Lookout Mountain, Lookout Sea is the sixth, and best, full-length release by Silver Jews, Berman’s two-decade-long project, which he’s gradually transformed from a Pavement-infused guitar band (Stephen Malkmus was an early member) to a crystal-clear country-rock concern, with twang and torch, piano flourishes, the occasional church organ and an ever-present drive. It was produced in Nashville, Berman’s home, by Mark Nevers, who himself has carved out a secret little corner of the country-music capital by overseeing beautiful albums by Lambchop, Bonnie “Prince” Billy and Calexico — as well as engineering everyone from Marie Osmond and Etta James to George Jones and Johnny Cash.

And it’s Cash’s voice that Berman’s most closely resembles. Except Berman’s is flatter, and any extended rave on his lyrical expertise must contain this proverbial asterisk: His is a punctured tire of a voice, with a sad-sack style that suggests an insurance salesman with a stuffy nose more than it does the Man in Black. It’s droll and it’s rough, but it pushes, it moves, it travels where Berman wants it to, or nearly. It’s singing as necessity, and God bless him for putting it out there. The good thing is that Berman’s wife, Cassie Berman, is the perfect foil, and her harmonies on “Open Field” and “Suffering Jukebox” help balance the tones.
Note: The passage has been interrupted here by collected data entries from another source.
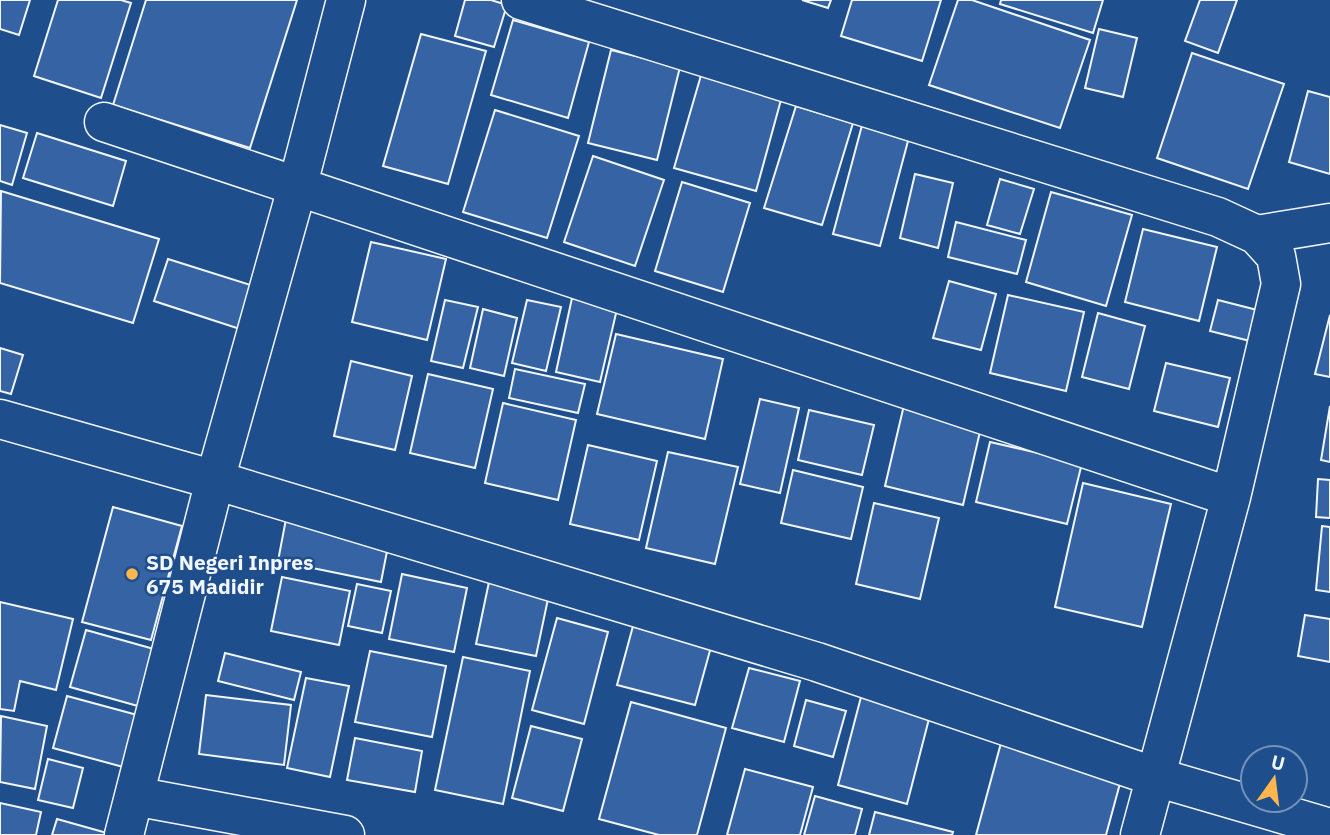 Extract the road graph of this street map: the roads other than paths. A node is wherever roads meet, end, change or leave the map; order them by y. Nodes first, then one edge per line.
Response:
1 (346, 0) edge
2 (521, 0) edge
3 (104, 122) dead end
4 (297, 188) junction
5 (1330, 223) edge
6 (1257, 235) junction
7 (0, 418) edge
8 (215, 480) junction
9 (1231, 497) junction
10 (1156, 777) junction
11 (134, 796) junction
12 (1330, 828) edge
13 (124, 835) edge
14 (345, 835) edge
15 (1140, 835) edge

1 - 4 street
2 - 6 street
3 - 4 street
4 - 8 street
4 - 9 street
5 - 6 street
6 - 9 street
7 - 8 street
8 - 10 street
8 - 11 street
9 - 10 street
10 - 12 street
10 - 15 street
11 - 13 street
11 - 14 street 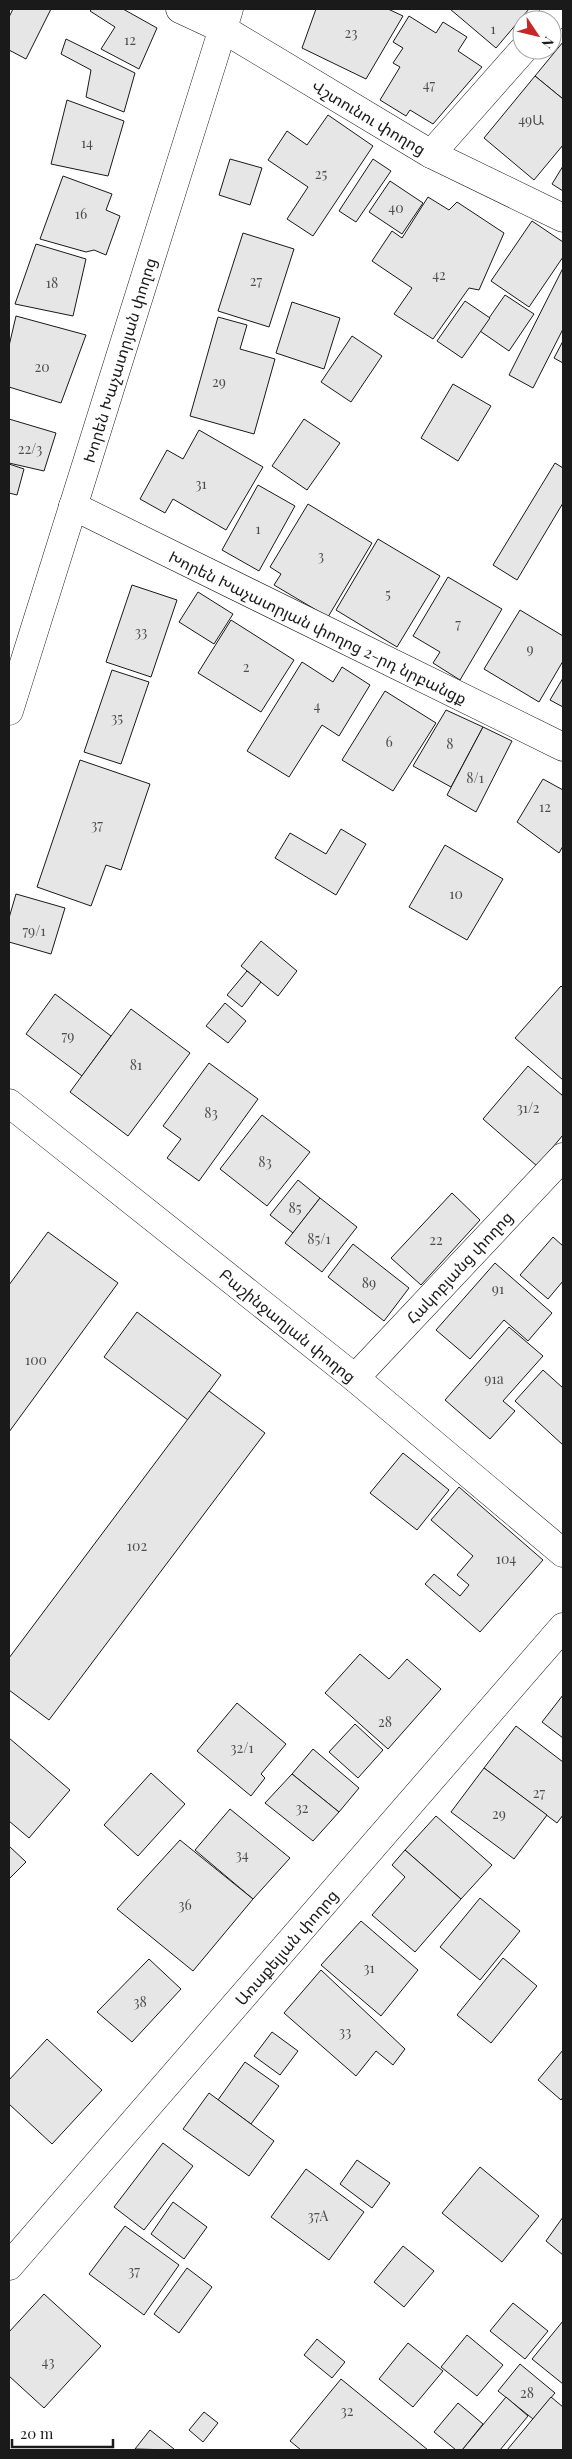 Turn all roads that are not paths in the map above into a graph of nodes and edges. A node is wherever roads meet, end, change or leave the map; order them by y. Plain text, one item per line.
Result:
1 (180, 9) edge
2 (226, 19) edge
3 (514, 60) edge
4 (431, 154) junction
5 (563, 218) edge
6 (73, 506) junction
7 (9, 711) edge
8 (563, 747) edge
9 (9, 1103) edge
10 (563, 1156) edge
11 (355, 1378) junction
12 (563, 1554) edge
13 (563, 1627) edge
14 (9, 2266) edge

1 - 2 street, Վշտունու փողոց
2 - 4 street, Վշտունու փողոց
2 - 6 street, Խորեն Խաչատրյան փողոց
3 - 4 street
4 - 5 street, Վշտունու փողոց
6 - 7 street, Խորեն Խաչատրյան փողոց
6 - 8 street, Խորեն Խաչատրյան փողոց 2-րդ նրբանցք
9 - 11 street, Բաշինջաղյան փողոց
10 - 11 street, Հակոբյանց փողոց
11 - 12 street, Բաշինջաղյան փողոց
13 - 14 street, Առաքելյան փողոց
Of course, the best way to appreciate the joys of Berman is to focus on the words, because he’s the best lyricist out there. His only book of poetry, Actual Air, remains a steady seller nearly a decade after its original publication, and Berman counts among his admirers both the former U.S. poet laureate Billy Collins and Pulitzer Prize winner James Tate. Like his verse, Berman’s songs draw on an odd assortment of fascinations: early American presidents; civil servants; bars and their oft-sad clientele; Minnie Pearl; and “squirrels imported from Connecticut just in time for fall” (Berman’s a little squirrel-obsessed, in fact). And, more and more, questions of faith, as in the album’s opener, “What Is Not but Could Be If,” in which he declares, in the resonant voice of a 19th-century senator: “The truth is not alive or dead/The truth is struggling to be said.”

Berman’s songs tell stories so rich and dynamic that they make the extended narratives of Bob Dylan story-songs sound sloppy and unfocused (which, admit it, they often are). Take, for example, the first couplet of the joyous, left-field anthem “Party Barge”: “Father drove a steamroller/Momma was a crossing guard/She got rolled when he got steamed/and I got left in charge.”
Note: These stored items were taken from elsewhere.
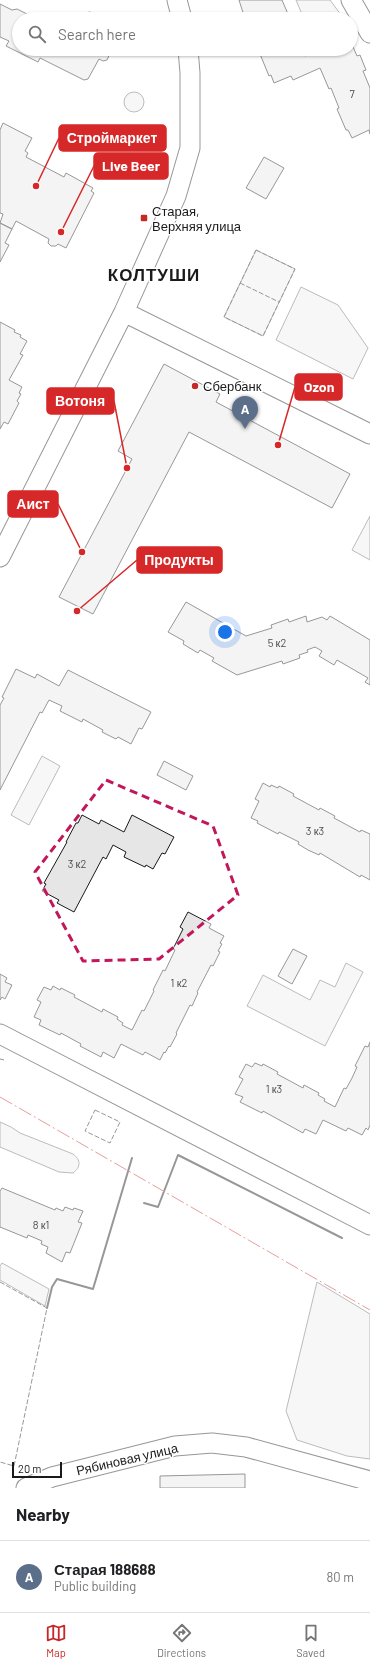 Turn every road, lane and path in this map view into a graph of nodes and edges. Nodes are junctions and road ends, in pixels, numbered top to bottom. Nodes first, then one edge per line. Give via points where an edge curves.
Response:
1 (177, 0) edge
2 (351, 0) edge
3 (180, 12) edge
4 (358, 12) edge
5 (358, 12) edge
6 (370, 33) edge
7 (189, 56) edge
8 (124, 312) junction
9 (370, 434) edge
10 (0, 557) edge
11 (0, 1034) edge
12 (370, 1225) edge
13 (370, 1481) edge
14 (26, 1488) edge

1 - 3 street
2 - 4 street
5 - 6 street
7 - 8 street via 190,148 176,196
8 - 9 street
8 - 10 street
11 - 12 street
13 - 14 street, Рябиновая улица via 246,1447 212,1443 168,1448 52,1477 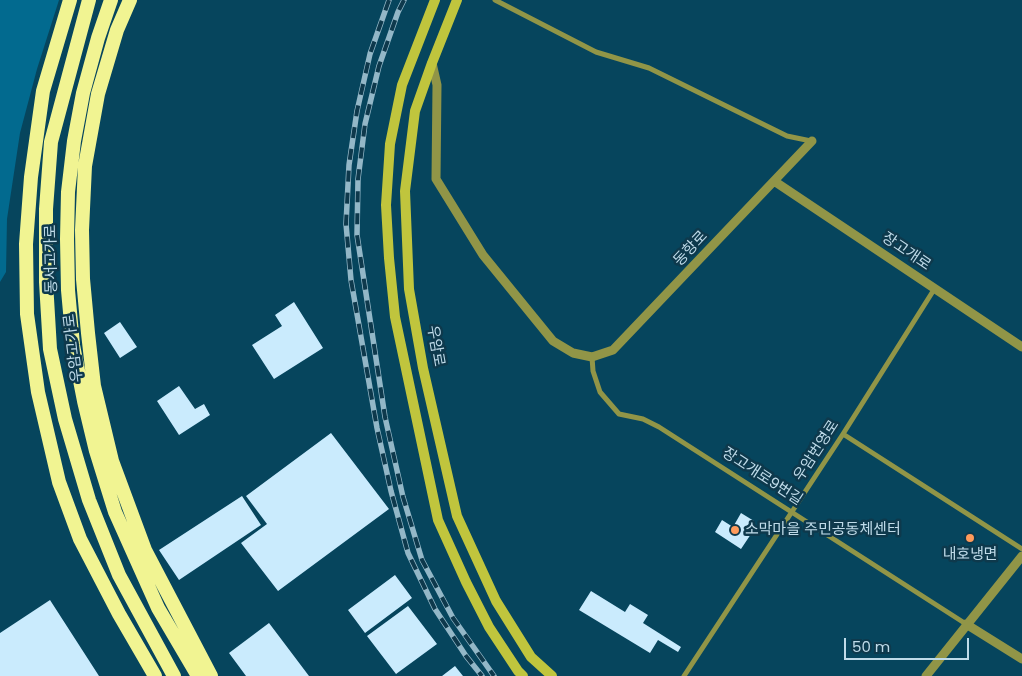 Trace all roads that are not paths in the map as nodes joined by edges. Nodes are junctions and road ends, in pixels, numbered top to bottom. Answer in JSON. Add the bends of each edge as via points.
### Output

What does our narrator do with his freedom? “Living in this little town with my pedigree in shards/I chopped down a weeping-willow tree and built this party barge.”

(Of course.) What follows is a celebratory rock song replete with the sound of towboat horns, squeaking seagulls, driving guitar riffs and, at its climax, Cassie Berman as a dispatcher reassuring the now-lost barge pilot to “send us your coordinates, I’ll send a Saint Bernard.”
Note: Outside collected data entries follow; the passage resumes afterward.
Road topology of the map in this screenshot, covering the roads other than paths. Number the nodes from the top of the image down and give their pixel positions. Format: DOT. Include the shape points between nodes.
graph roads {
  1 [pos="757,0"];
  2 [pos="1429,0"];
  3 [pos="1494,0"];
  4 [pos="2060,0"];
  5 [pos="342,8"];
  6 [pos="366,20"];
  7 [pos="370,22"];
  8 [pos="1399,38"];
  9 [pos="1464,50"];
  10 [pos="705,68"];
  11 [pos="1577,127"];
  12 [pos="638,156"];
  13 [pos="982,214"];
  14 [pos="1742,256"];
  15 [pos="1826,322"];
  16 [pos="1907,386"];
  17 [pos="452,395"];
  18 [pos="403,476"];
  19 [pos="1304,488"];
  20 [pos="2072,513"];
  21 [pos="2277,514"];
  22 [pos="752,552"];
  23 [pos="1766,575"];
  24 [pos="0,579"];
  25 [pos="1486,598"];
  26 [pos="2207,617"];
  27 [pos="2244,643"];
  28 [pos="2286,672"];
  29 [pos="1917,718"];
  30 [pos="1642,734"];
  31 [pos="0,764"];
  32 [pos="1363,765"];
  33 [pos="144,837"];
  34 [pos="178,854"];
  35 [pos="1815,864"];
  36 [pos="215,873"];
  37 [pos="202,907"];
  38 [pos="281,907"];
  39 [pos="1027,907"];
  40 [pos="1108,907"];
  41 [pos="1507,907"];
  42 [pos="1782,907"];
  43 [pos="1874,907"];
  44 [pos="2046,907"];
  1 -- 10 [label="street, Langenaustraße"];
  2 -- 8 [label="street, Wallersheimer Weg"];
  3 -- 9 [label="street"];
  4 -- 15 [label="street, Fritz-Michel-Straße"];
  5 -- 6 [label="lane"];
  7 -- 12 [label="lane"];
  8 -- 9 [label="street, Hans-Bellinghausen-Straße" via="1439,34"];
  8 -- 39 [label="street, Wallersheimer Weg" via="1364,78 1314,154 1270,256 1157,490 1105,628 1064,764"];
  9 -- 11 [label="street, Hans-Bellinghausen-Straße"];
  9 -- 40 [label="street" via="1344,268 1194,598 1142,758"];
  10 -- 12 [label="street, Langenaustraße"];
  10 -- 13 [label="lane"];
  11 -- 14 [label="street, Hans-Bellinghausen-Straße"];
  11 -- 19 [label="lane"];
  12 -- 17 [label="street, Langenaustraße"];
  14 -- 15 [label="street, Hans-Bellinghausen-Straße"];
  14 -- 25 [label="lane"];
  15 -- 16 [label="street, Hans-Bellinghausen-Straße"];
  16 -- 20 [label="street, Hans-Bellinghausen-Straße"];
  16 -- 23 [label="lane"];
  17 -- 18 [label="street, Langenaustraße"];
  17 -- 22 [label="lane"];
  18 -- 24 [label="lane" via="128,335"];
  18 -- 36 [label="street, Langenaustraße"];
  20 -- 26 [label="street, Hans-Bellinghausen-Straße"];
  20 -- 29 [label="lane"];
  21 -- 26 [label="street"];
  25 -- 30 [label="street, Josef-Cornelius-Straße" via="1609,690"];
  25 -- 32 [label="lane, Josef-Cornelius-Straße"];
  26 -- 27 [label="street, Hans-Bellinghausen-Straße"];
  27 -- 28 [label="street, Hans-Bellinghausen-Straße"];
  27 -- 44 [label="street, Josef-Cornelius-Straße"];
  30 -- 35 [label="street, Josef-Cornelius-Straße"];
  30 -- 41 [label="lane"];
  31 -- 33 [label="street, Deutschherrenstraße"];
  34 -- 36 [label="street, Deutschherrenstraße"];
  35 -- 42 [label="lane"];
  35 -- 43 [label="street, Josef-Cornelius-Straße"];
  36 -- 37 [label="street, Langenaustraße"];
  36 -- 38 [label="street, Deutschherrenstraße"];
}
The best song on the album, “Suffering Jukebox,” is also the most traditionally structured. It manages to profile in its lines a lonely, unplayed jukebox in the corner of a smoky bar, and metaphorically connects it to the plight of the working musician. “They always seem to keep you way down low,” sings Cassie, “the people in this town don’t want to know.” Berman tries to understand in this perfect chorus:

Well, all that mad misery must make it seem true to you.But money lights your world up. You’re trapped. What can you do?You got Tennessee tendencies and chemical dependencies.You make the same old jokes and malaprops on cue.

“Suffering jukebox in a happy town,” mourns Cassie, finally. “You’re over in the corner breaking down,” and on we go, through the world that Berman and band have created, one that overflows with a sense of profound joy at capturing in lyrics and song the beauty of creativity, and, by extension, honoring the unknowable Other from which it is born.